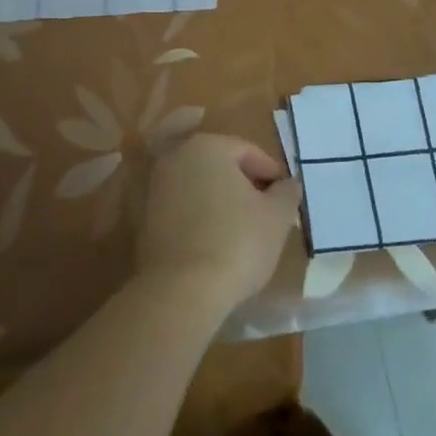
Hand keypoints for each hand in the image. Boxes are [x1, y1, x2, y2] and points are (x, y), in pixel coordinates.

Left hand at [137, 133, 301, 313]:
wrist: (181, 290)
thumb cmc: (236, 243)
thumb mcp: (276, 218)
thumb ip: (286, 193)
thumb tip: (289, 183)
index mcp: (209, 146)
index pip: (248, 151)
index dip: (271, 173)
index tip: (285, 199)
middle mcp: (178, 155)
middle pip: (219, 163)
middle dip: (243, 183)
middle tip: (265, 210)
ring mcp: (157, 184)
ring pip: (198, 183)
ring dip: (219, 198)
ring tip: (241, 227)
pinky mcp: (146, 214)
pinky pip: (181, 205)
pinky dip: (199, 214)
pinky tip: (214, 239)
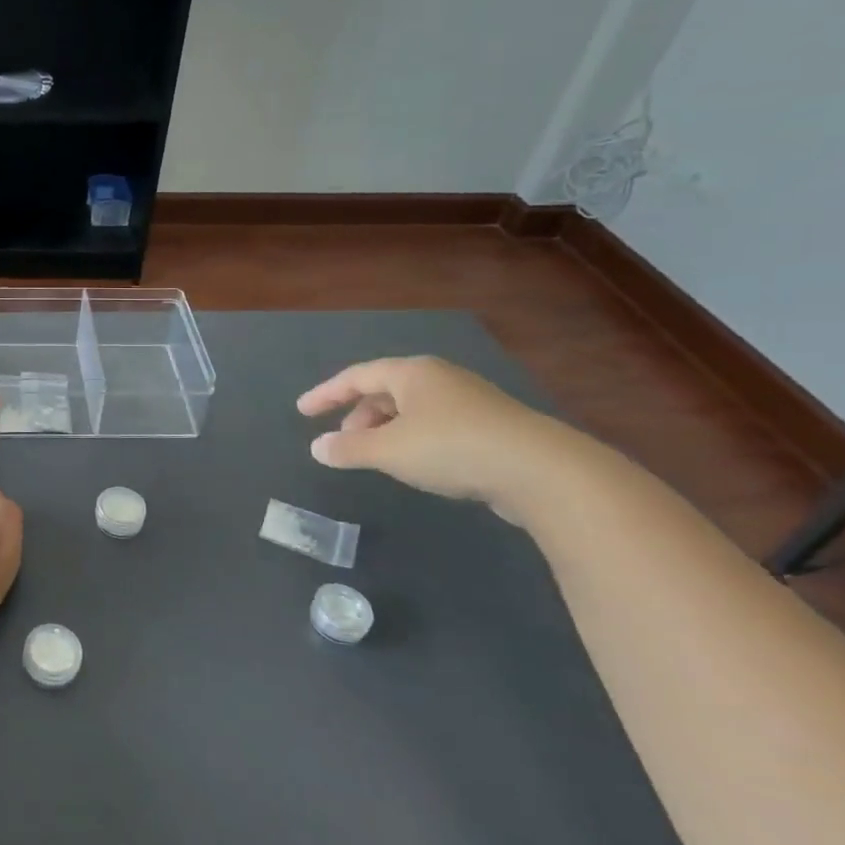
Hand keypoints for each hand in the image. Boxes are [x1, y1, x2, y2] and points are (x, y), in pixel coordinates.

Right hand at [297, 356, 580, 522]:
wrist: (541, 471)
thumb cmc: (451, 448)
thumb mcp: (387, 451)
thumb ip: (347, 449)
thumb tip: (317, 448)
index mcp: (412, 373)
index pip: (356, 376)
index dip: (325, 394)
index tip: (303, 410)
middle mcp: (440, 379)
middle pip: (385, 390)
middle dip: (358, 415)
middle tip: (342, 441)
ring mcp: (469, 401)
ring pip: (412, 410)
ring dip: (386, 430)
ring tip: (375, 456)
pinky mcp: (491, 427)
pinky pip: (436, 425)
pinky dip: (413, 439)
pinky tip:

**Exercise instructions**
Apart from the images, print all the material above exactly as given.

**Solution for this task**
Hand keypoints for each hand in the image. Boxes are [x1, y1, x2, y2] and points are (x, y), in pixel coordinates.

Left hand at [137, 133, 301, 313]:
wrist: (181, 290)
thumb cmc: (236, 243)
thumb mcp: (276, 218)
thumb ip: (286, 193)
thumb tip: (289, 183)
index mcp: (209, 146)
index pip: (248, 151)
index dip: (271, 173)
index tip: (285, 199)
middle mcp: (178, 155)
middle pip: (219, 163)
middle dip: (243, 183)
middle tip: (265, 210)
ring mcp: (157, 184)
ring pip: (198, 183)
ring dip: (219, 198)
ring tip: (241, 227)
pinky mcp: (146, 214)
pinky pip: (181, 205)
pinky dip: (199, 214)
pinky tip: (214, 239)
Hand keypoints for each hand in the image. Boxes are [x1, y1, x2, y2] and points are (x, y), in pixel coordinates.

Right hand at [297, 356, 580, 522]:
wrist: (541, 471)
thumb cmc: (451, 448)
thumb mcp: (387, 451)
thumb ip: (347, 449)
thumb tip: (317, 448)
index mcp: (412, 373)
index pip: (356, 376)
index dip: (325, 394)
index tip: (303, 410)
middle mcp: (440, 379)
middle pip: (385, 390)
middle dip: (358, 415)
middle tip: (342, 441)
ring mcp: (469, 401)
ring pip: (412, 410)
ring dip: (386, 430)
ring tip: (375, 456)
pinky mcp: (491, 427)
pinky pip: (436, 425)
pinky dip: (413, 439)
pinky tip:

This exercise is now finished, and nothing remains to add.